**PROMPT:** Exclude images and print all the records verbatim.

Recorded data
=== Begin Enclosure ===
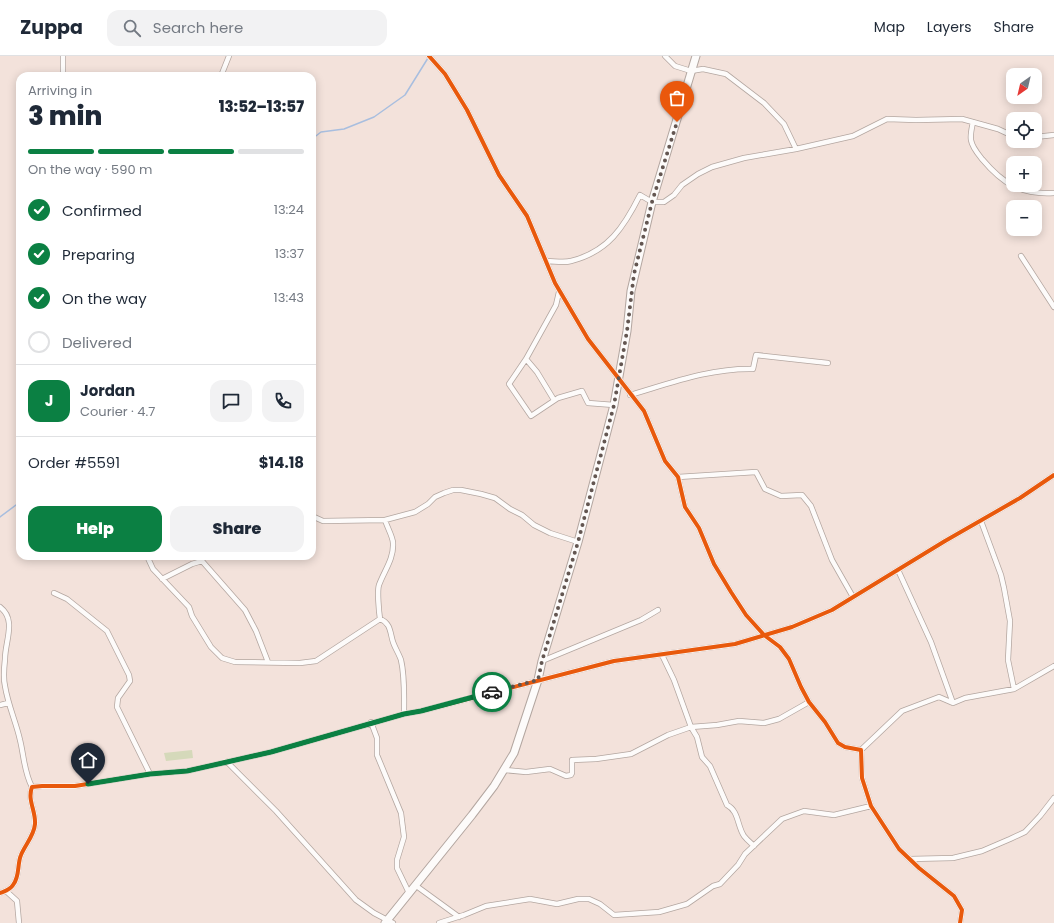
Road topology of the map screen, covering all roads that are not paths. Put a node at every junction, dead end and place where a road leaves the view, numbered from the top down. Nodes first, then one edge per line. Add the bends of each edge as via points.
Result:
1 (63, 56) edge
2 (229, 56) edge
3 (429, 56) edge
4 (665, 56) edge
5 (696, 56) edge
6 (692, 71) junction
7 (62, 72) edge
8 (223, 72) edge
9 (973, 122) junction
10 (1006, 133) edge
11 (1054, 135) edge
12 (1042, 136) edge
13 (796, 150) junction
14 (1054, 193) edge
15 (652, 202) junction
16 (1021, 256) dead end
17 (546, 262) junction
18 (559, 292) junction
19 (1054, 307) edge
20 (526, 359) junction
21 (828, 364) dead end
22 (619, 379) junction
23 (630, 395) junction
24 (554, 400) junction
25 (614, 405) junction
26 (1054, 475) edge
27 (678, 477) junction
28 (316, 518) edge
29 (385, 520) junction
30 (981, 520) junction
31 (578, 542) junction
32 (149, 560) edge
33 (198, 560) edge
34 (204, 560) edge
35 (898, 570) junction
36 (162, 578) junction
37 (54, 593) dead end
38 (853, 598) junction
39 (0, 607) edge
40 (658, 610) dead end
41 (380, 619) junction
42 (764, 634) junction
43 (662, 655) junction
44 (542, 661) junction
45 (268, 662) junction
46 (1054, 666) edge
47 (538, 680) junction
48 (1014, 689) junction
49 (809, 702) junction
50 (8, 703) junction
51 (954, 703) junction
52 (0, 705) edge
53 (404, 714) junction
54 (371, 722) junction
55 (691, 727) junction
56 (861, 750) junction
57 (227, 762) junction
58 (504, 770) junction
59 (150, 774) junction
60 (32, 787) junction
61 (1054, 798) edge
62 (871, 806) junction
63 (754, 846) junction
64 (910, 859) junction
65 (415, 885) junction
66 (6, 891) junction
67 (0, 893) edge
68 (409, 893) junction
69 (459, 917) junction
70 (389, 922) edge
71 (19, 923) edge
72 (439, 923) edge
73 (960, 923) edge

1 - 7 street
2 - 8 street
3 - 17 street via 467,110 499,174 527,216
4 - 6 street via 675,66
5 - 6 main road
6 - 13 street via 703,69 726,74 751,92 784,124
6 - 15 main road
9 - 10 street
9 - 13 street via 962,119 887,119 853,136
9 - 14 street via 971,141 996,176 1030,193
11 - 12 street
13 - 15 street via 744,158 712,167 682,185 664,202
15 - 17 street via 640,195 622,228 605,245 591,254 570,261
15 - 22 main road via 631,291
16 - 19 street
17 - 18 street
18 - 20 street via 556,305
18 - 22 street via 588,339
20 - 24 street
20 - 24 street via 509,384 531,416
21 - 23 street via 756,355 753,369 718,370
22 - 23 street
22 - 25 main road
23 - 27 street via 644,411 665,461
24 - 25 street via 582,391 588,402
25 - 31 main road
26 - 30 street
27 - 38 street via 756,472 765,489 786,497 802,495 810,506 832,560
27 - 42 street via 685,507 699,528 714,564 746,615
28 - 29 street via 324,522
29 - 31 street via 415,512 435,497 453,490 461,490 495,498 534,525
29 - 41 street via 393,541 393,552 378,587
30 - 35 street
30 - 48 street via 1004,588 1010,621 1008,660
31 - 44 main road
32 - 36 street
33 - 36 street
34 - 45 street via 245,610
35 - 38 street
35 - 51 street via 931,642
36 - 45 street via 189,607 207,641 222,658 235,662
37 - 59 street via 67,599 107,631 130,681 118,698 117,707
38 - 42 street via 792,627
39 - 50 street via 10,621 4,654 4,684
40 - 44 street via 641,620
41 - 45 street via 316,662
41 - 53 street via 389,626 401,660
42 - 43 street via 735,644
42 - 49 street via 789,658
43 - 47 street via 614,661
43 - 55 street
44 - 47 main road
46 - 48 street
47 - 53 street
47 - 58 main road via 514,753
48 - 51 street via 965,698
49 - 55 street via 778,719 764,723 739,721
49 - 56 street via 838,743
50 - 52 street
50 - 60 street via 20,740 27,778
51 - 56 street via 939,697 902,711
53 - 54 street
54 - 57 street via 271,752
54 - 68 street via 377,738 378,756 400,813 404,837 397,868
55 - 58 street via 668,735 631,754 572,760 572,773 566,776 550,768 526,772
55 - 63 street via 697,737 702,757 710,766 726,805 732,807 744,836
56 - 62 street via 862,778
57 - 59 street via 187,771
57 - 70 street via 291,827 356,900
58 - 65 main road via 472,815
59 - 60 street via 75,786
60 - 66 street via 29,794 35,814 35,825 20,856 17,880
61 - 64 street via 1025,832 982,851 953,858
62 - 63 street via 834,814 804,811 782,819
62 - 64 street via 899,849
63 - 69 street via 720,884 687,904 659,912 614,915 589,899 557,904 530,898 486,906
64 - 73 street via 954,896 962,910
65 - 68 main road
65 - 69 street
66 - 67 street
66 - 71 street via 17,901
68 - 70 main road
69 - 72 street

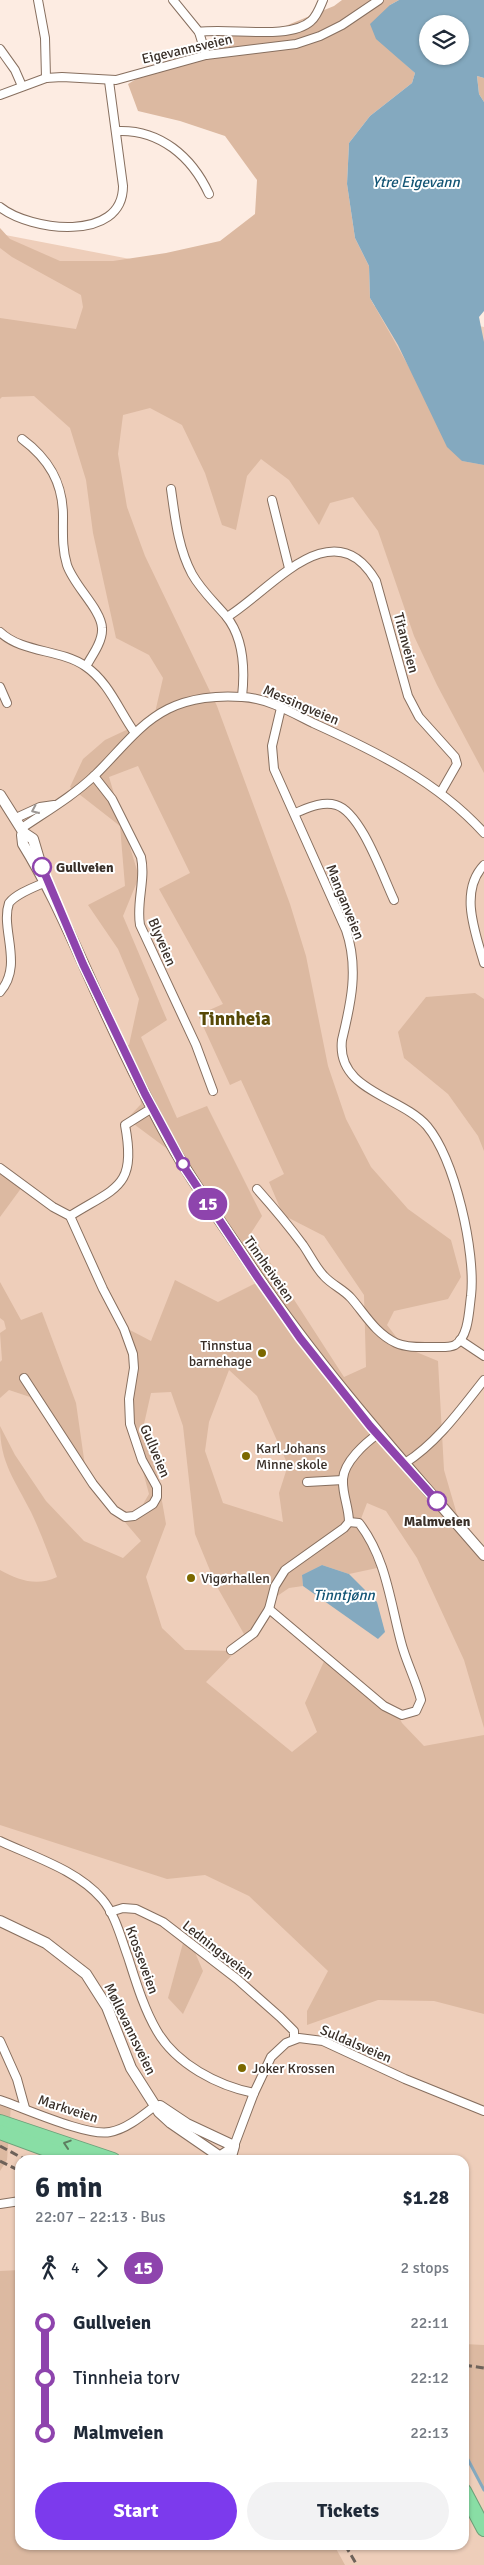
=== End Enclosure ===
**EXERCISE OUTPUT:**
Road topology of the map screen, covering all roads that are not paths. Put a node at every junction, dead end and place where a road leaves the view, numbered from the top down. Nodes first, then one edge per line. Add the bends of each edge as via points.
Result:
1 (63, 56) edge
2 (229, 56) edge
3 (429, 56) edge
4 (665, 56) edge
5 (696, 56) edge
6 (692, 71) junction
7 (62, 72) edge
8 (223, 72) edge
9 (973, 122) junction
10 (1006, 133) edge
11 (1054, 135) edge
12 (1042, 136) edge
13 (796, 150) junction
14 (1054, 193) edge
15 (652, 202) junction
16 (1021, 256) dead end
17 (546, 262) junction
18 (559, 292) junction
19 (1054, 307) edge
20 (526, 359) junction
21 (828, 364) dead end
22 (619, 379) junction
23 (630, 395) junction
24 (554, 400) junction
25 (614, 405) junction
26 (1054, 475) edge
27 (678, 477) junction
28 (316, 518) edge
29 (385, 520) junction
30 (981, 520) junction
31 (578, 542) junction
32 (149, 560) edge
33 (198, 560) edge
34 (204, 560) edge
35 (898, 570) junction
36 (162, 578) junction
37 (54, 593) dead end
38 (853, 598) junction
39 (0, 607) edge
40 (658, 610) dead end
41 (380, 619) junction
42 (764, 634) junction
43 (662, 655) junction
44 (542, 661) junction
45 (268, 662) junction
46 (1054, 666) edge
47 (538, 680) junction
48 (1014, 689) junction
49 (809, 702) junction
50 (8, 703) junction
51 (954, 703) junction
52 (0, 705) edge
53 (404, 714) junction
54 (371, 722) junction
55 (691, 727) junction
56 (861, 750) junction
57 (227, 762) junction
58 (504, 770) junction
59 (150, 774) junction
60 (32, 787) junction
61 (1054, 798) edge
62 (871, 806) junction
63 (754, 846) junction
64 (910, 859) junction
65 (415, 885) junction
66 (6, 891) junction
67 (0, 893) edge
68 (409, 893) junction
69 (459, 917) junction
70 (389, 922) edge
71 (19, 923) edge
72 (439, 923) edge
73 (960, 923) edge

1 - 7 street
2 - 8 street
3 - 17 street via 467,110 499,174 527,216
4 - 6 street via 675,66
5 - 6 main road
6 - 13 street via 703,69 726,74 751,92 784,124
6 - 15 main road
9 - 10 street
9 - 13 street via 962,119 887,119 853,136
9 - 14 street via 971,141 996,176 1030,193
11 - 12 street
13 - 15 street via 744,158 712,167 682,185 664,202
15 - 17 street via 640,195 622,228 605,245 591,254 570,261
15 - 22 main road via 631,291
16 - 19 street
17 - 18 street
18 - 20 street via 556,305
18 - 22 street via 588,339
20 - 24 street
20 - 24 street via 509,384 531,416
21 - 23 street via 756,355 753,369 718,370
22 - 23 street
22 - 25 main road
23 - 27 street via 644,411 665,461
24 - 25 street via 582,391 588,402
25 - 31 main road
26 - 30 street
27 - 38 street via 756,472 765,489 786,497 802,495 810,506 832,560
27 - 42 street via 685,507 699,528 714,564 746,615
28 - 29 street via 324,522
29 - 31 street via 415,512 435,497 453,490 461,490 495,498 534,525
29 - 41 street via 393,541 393,552 378,587
30 - 35 street
30 - 48 street via 1004,588 1010,621 1008,660
31 - 44 main road
32 - 36 street
33 - 36 street
34 - 45 street via 245,610
35 - 38 street
35 - 51 street via 931,642
36 - 45 street via 189,607 207,641 222,658 235,662
37 - 59 street via 67,599 107,631 130,681 118,698 117,707
38 - 42 street via 792,627
39 - 50 street via 10,621 4,654 4,684
40 - 44 street via 641,620
41 - 45 street via 316,662
41 - 53 street via 389,626 401,660
42 - 43 street via 735,644
42 - 49 street via 789,658
43 - 47 street via 614,661
43 - 55 street
44 - 47 main road
46 - 48 street
47 - 53 street
47 - 58 main road via 514,753
48 - 51 street via 965,698
49 - 55 street via 778,719 764,723 739,721
49 - 56 street via 838,743
50 - 52 street
50 - 60 street via 20,740 27,778
51 - 56 street via 939,697 902,711
53 - 54 street
54 - 57 street via 271,752
54 - 68 street via 377,738 378,756 400,813 404,837 397,868
55 - 58 street via 668,735 631,754 572,760 572,773 566,776 550,768 526,772
55 - 63 street via 697,737 702,757 710,766 726,805 732,807 744,836
56 - 62 street via 862,778
57 - 59 street via 187,771
57 - 70 street via 291,827 356,900
58 - 65 main road via 472,815
59 - 60 street via 75,786
60 - 66 street via 29,794 35,814 35,825 20,856 17,880
61 - 64 street via 1025,832 982,851 953,858
62 - 63 street via 834,814 804,811 782,819
62 - 64 street via 899,849
63 - 69 street via 720,884 687,904 659,912 614,915 589,899 557,904 530,898 486,906
64 - 73 street via 954,896 962,910
65 - 68 main road
65 - 69 street
66 - 67 street
66 - 71 street via 17,901
68 - 70 main road
69 - 72 street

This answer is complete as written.